Brandon Beane, president of football operations and general manager for the Buffalo BIlls, and head coach Joe Brady take turns answering questions during a press conference that introduced Brady as the new head coach at the Bills field house in Orchard Park on Jan. 29, 2026.
Brandon Beane, president of football operations and general manager for the Buffalo BIlls, and head coach Joe Brady take turns answering questions during a press conference that introduced Brady as the new head coach at the Bills field house in Orchard Park on Jan. 29, 2026. | Tina MacIntyre-Yee/Democrat and Chronicle / USA TODAY NETWORK via Imagn Images

The Buffalo Bills don’t have a ton of resources in the 2026 NFL Draft, and those that they do have are in tough spots, especially their first-round selection at No. 26 overall.

It’s the nature of the draft. Play well, get a late first-round pick and use sound team-building and scouting to pick among the leftovers to keep the success rolling. Sitting and waiting for your chance to be on the clock is the hard part, as names at the top of the draft board get taken off one by one, pick after pick.

At the NFL Combine, Bills general manager Brandon Beane mentioned how it’s often his nature to be aggressive in trying to move up. But after trading away a second-round pick for D.J. Moore, it seems unlikely that Beane will have any shot of moving up this year. So, he and all of Bills Mafia will have to sit and wait for 25 picks to be called, hoping in the meantime that the perfect chaos of the NFL Draft affords them a dream scenario.

Unpredictable start to draft holds key to Buffalo Bills’ ideal outcome

Recently, Bleacher Report’s Alex Ballentine said the Bills' dream scenario is a run on edge players to foil the New England Patriots’ draft plans while allowing the Bills to pick a more talented wide receiver than their options are expected to be.

As our own Brandon Ray agreed, it would be a dream scenario. Seeing the Patriots miss out and the Bills getting the upgrade at receiver the team still needs– even after the Moore trade– is nothing but a good thing.

Just how realistic an opportunity that is, well, that’s the other side of the coin. And make no mistake, the Bills could still be happy to see the first round not have a run on edge rushers. They need one themselves.

While I don’t disagree with Ballentine, I’d argue a better scenario is awaiting the Bills on draft night. The Bills should be watching Alabama quarterback Ty Simpson very closely on draft night. If Simpson doesn’t go in the top-16, then the Bills hold some leverage with that No. 26 overall pick to trade out of the first round and recoup some extra picks for Day 2.
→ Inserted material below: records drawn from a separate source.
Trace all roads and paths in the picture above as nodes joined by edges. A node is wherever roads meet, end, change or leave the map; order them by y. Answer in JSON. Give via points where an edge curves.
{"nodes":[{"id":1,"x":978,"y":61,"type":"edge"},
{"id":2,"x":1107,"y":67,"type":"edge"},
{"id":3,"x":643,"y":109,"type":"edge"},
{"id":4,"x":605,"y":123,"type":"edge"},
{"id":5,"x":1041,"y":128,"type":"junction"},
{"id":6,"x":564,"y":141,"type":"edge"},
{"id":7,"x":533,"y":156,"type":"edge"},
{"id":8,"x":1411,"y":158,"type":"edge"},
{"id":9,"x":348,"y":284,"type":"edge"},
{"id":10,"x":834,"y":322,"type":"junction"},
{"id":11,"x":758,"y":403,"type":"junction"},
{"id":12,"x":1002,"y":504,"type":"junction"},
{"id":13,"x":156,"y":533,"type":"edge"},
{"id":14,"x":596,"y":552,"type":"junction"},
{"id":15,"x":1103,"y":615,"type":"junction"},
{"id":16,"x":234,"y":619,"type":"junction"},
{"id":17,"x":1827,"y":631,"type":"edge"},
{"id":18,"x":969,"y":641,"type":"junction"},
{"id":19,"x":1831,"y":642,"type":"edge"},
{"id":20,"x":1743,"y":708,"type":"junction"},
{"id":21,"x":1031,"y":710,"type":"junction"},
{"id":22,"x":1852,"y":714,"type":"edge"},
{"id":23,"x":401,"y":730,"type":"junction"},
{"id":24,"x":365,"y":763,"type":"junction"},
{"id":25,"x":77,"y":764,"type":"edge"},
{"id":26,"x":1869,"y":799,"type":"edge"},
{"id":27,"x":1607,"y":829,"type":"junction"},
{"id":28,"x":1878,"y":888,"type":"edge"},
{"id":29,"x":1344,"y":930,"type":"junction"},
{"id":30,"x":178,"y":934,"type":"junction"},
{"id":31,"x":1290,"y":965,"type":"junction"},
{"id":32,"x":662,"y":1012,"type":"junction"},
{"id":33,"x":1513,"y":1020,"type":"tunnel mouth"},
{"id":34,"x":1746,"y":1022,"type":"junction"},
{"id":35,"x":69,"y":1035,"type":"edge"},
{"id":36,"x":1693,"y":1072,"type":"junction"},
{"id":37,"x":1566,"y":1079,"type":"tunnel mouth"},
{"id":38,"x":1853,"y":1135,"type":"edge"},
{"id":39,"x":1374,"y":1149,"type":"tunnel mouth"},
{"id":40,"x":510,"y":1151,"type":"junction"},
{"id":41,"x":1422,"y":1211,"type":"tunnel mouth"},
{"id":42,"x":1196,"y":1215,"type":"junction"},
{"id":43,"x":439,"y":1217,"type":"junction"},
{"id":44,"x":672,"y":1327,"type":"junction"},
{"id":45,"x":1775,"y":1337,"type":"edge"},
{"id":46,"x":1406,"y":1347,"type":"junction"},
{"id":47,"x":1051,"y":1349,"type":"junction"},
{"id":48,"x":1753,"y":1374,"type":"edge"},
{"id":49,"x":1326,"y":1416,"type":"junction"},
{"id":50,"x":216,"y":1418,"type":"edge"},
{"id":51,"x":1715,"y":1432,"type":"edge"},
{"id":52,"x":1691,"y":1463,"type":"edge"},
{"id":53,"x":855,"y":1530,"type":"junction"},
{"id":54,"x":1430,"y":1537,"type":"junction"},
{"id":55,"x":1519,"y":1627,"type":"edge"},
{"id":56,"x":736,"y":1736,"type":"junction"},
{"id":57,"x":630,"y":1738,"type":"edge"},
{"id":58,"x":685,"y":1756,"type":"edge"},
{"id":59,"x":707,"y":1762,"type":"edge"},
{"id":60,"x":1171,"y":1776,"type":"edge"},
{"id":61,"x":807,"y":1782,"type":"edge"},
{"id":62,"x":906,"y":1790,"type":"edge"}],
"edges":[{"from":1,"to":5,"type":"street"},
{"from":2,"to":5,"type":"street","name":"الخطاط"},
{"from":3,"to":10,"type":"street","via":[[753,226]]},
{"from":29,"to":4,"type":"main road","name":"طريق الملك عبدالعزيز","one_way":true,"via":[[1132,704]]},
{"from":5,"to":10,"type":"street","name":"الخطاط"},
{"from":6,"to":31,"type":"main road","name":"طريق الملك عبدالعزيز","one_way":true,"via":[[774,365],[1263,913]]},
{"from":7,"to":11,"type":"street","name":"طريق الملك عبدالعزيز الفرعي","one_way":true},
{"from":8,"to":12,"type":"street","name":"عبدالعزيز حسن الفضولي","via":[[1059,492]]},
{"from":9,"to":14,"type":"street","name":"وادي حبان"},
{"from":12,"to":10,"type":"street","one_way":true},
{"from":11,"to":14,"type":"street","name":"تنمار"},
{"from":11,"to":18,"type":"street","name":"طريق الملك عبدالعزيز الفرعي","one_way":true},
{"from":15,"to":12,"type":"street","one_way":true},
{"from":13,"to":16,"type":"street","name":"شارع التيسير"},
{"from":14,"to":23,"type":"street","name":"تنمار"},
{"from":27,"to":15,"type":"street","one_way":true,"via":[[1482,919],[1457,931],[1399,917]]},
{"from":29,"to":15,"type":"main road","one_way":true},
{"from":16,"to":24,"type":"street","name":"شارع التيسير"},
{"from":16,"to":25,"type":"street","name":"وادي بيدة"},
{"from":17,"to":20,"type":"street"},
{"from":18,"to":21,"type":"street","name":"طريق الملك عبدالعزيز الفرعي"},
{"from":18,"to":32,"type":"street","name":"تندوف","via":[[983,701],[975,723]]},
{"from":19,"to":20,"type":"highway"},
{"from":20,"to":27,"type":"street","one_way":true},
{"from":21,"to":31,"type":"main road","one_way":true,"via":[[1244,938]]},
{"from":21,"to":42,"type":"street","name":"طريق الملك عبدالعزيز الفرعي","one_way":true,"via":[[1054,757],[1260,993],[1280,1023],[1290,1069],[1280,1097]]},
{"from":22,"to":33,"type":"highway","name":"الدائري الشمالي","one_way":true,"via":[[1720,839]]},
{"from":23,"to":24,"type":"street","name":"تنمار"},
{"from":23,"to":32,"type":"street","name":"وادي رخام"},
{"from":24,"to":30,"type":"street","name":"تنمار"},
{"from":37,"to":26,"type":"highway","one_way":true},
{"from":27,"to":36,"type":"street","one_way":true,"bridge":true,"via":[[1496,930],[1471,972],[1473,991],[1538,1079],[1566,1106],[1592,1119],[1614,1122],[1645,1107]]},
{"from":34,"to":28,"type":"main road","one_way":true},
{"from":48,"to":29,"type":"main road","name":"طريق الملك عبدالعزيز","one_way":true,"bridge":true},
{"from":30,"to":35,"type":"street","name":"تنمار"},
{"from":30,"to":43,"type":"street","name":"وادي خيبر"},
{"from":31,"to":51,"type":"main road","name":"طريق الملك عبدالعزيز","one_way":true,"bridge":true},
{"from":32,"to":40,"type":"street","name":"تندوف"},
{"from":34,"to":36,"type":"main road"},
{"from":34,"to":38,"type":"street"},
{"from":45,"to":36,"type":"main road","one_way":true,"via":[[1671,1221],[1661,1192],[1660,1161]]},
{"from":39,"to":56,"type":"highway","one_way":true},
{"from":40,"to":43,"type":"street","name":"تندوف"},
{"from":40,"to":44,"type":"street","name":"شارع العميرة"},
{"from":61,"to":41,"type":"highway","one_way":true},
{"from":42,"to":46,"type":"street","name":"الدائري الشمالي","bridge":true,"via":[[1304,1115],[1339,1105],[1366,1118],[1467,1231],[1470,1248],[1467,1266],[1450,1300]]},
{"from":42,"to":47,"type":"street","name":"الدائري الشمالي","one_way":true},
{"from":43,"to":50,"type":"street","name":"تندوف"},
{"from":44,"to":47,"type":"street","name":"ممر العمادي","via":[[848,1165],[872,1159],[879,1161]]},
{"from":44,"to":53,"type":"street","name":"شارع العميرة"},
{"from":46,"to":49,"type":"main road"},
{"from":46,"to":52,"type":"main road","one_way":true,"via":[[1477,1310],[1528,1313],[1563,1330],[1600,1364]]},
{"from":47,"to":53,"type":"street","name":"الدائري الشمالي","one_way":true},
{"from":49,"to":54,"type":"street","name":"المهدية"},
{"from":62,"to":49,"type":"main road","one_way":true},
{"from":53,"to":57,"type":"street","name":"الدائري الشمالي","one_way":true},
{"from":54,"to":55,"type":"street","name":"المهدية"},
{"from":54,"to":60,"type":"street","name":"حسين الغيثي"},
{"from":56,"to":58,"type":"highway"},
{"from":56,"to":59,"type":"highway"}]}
Bills’ best-case scenario depends entirely on how board falls

While the Bills need another wide receiver, there are too many holes to fill on defense not to have a plan to trade back under the right circumstances. The best-case scenario for Buffalo is to walk away with a starter-capable off-ball linebacker, ready to rotate defensive linemen, both interior and on the edge, and a receiver ready to contribute on offense. That isn’t possible with just three picks in the top 150.

While having four picks in the same time frame isn’t a guarantee that Buffalo walks away with those needs filled, it does give them the best chance of doing so. Otherwise, the Bills will have to go back to the open market and begin filling their new defense with veterans, which is understandably less ideal than building this new defensive scheme from the ground up through the draft.

There is speculation growing that this year’s draft could be heavy on trades in the first round, which could play to Buffalo’s benefit, so long as teams aren’t moving up in an effort to get Simpson. If Simpson slips past the Jets at No. 16, then the Bills will want to see him fall just nine more spots to reap the benefits.

That’s the full-circle nature of hoping for the dream scenario in the draft, though, especially for the Bills sitting at No. 26. In reality, the Bills’ real dream scenario is simply taking the best player available at a relative position of need whenever they are on the clock. Everything else is beyond their control.